**What you need to do**
What number of lines in the listing contain "main"? Answer with that number only.

──────── Supplied material

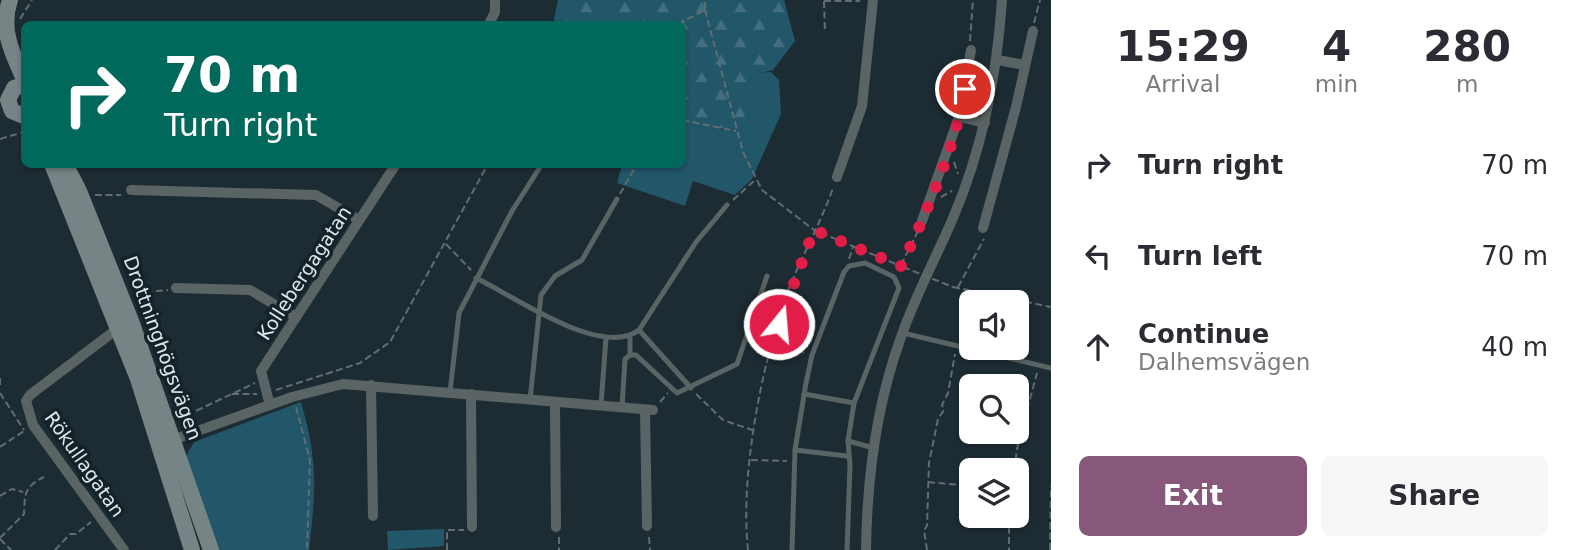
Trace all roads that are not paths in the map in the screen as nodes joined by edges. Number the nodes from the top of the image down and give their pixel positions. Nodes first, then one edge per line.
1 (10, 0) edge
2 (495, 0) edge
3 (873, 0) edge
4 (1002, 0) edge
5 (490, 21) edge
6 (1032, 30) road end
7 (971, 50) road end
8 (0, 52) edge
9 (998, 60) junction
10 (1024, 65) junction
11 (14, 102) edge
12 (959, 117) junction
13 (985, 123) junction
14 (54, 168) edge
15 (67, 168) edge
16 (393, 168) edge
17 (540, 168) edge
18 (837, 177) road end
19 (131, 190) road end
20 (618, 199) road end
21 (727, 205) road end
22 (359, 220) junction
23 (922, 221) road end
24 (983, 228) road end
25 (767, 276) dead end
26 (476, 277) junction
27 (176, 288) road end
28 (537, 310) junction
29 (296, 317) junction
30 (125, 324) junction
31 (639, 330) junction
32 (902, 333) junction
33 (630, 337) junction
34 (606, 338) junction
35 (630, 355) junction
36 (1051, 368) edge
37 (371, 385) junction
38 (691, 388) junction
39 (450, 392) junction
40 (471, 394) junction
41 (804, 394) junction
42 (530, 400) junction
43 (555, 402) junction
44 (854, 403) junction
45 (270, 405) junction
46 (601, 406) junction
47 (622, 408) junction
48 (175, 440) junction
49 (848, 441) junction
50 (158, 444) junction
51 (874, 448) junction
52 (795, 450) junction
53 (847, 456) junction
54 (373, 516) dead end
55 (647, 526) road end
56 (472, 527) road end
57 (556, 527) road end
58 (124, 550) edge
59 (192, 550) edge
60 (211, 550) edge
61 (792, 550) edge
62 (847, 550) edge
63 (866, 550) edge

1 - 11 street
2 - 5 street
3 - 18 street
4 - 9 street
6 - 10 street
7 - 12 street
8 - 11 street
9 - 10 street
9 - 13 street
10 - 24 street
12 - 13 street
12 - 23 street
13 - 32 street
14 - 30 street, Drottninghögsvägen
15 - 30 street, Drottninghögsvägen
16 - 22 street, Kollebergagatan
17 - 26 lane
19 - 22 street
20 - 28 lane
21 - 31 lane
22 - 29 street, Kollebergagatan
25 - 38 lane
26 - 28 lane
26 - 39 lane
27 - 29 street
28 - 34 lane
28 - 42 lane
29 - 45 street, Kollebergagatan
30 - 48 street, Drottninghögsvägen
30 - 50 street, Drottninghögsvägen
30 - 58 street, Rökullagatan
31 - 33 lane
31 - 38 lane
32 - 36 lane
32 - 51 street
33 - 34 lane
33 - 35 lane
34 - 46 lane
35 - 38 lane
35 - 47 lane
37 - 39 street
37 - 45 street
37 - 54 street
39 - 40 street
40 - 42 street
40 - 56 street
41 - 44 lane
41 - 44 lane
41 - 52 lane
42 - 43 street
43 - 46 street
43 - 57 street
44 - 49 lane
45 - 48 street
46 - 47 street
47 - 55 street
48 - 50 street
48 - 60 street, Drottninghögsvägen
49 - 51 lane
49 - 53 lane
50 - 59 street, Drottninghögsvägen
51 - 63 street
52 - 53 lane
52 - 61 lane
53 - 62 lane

────────────────
──────── Supplied material

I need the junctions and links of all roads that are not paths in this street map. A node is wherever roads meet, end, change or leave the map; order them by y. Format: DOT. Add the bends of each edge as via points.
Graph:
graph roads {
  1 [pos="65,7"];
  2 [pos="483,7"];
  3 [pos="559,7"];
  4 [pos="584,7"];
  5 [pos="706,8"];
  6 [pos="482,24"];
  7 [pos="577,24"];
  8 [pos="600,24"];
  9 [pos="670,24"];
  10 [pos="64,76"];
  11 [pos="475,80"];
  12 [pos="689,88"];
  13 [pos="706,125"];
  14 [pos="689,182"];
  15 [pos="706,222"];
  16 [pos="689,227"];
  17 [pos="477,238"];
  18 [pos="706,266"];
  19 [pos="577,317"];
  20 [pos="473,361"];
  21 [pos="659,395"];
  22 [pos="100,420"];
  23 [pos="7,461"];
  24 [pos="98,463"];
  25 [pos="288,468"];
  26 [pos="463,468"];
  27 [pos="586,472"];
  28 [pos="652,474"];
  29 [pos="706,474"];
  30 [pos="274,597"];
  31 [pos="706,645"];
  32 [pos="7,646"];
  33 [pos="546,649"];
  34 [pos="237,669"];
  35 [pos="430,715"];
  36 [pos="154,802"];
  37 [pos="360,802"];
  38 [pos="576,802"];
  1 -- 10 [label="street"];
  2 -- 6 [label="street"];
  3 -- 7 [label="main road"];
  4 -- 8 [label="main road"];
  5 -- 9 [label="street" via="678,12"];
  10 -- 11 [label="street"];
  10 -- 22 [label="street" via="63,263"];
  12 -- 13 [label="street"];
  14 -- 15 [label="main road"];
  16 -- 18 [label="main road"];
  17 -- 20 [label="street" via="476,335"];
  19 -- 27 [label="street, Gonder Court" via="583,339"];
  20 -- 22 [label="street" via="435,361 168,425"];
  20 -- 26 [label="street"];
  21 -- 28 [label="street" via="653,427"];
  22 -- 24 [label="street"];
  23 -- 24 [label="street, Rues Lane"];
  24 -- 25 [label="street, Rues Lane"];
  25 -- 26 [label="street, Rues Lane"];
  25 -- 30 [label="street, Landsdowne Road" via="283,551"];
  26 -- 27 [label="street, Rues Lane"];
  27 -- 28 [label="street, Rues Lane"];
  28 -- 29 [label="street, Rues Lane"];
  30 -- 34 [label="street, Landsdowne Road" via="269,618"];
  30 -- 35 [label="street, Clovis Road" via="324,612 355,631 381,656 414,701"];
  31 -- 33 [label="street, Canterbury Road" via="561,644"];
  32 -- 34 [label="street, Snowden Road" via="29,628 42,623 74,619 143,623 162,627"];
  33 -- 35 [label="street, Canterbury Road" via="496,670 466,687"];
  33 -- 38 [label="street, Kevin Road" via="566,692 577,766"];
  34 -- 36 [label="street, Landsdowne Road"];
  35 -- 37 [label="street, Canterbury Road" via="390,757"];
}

────────────────

**Answer for the task**
4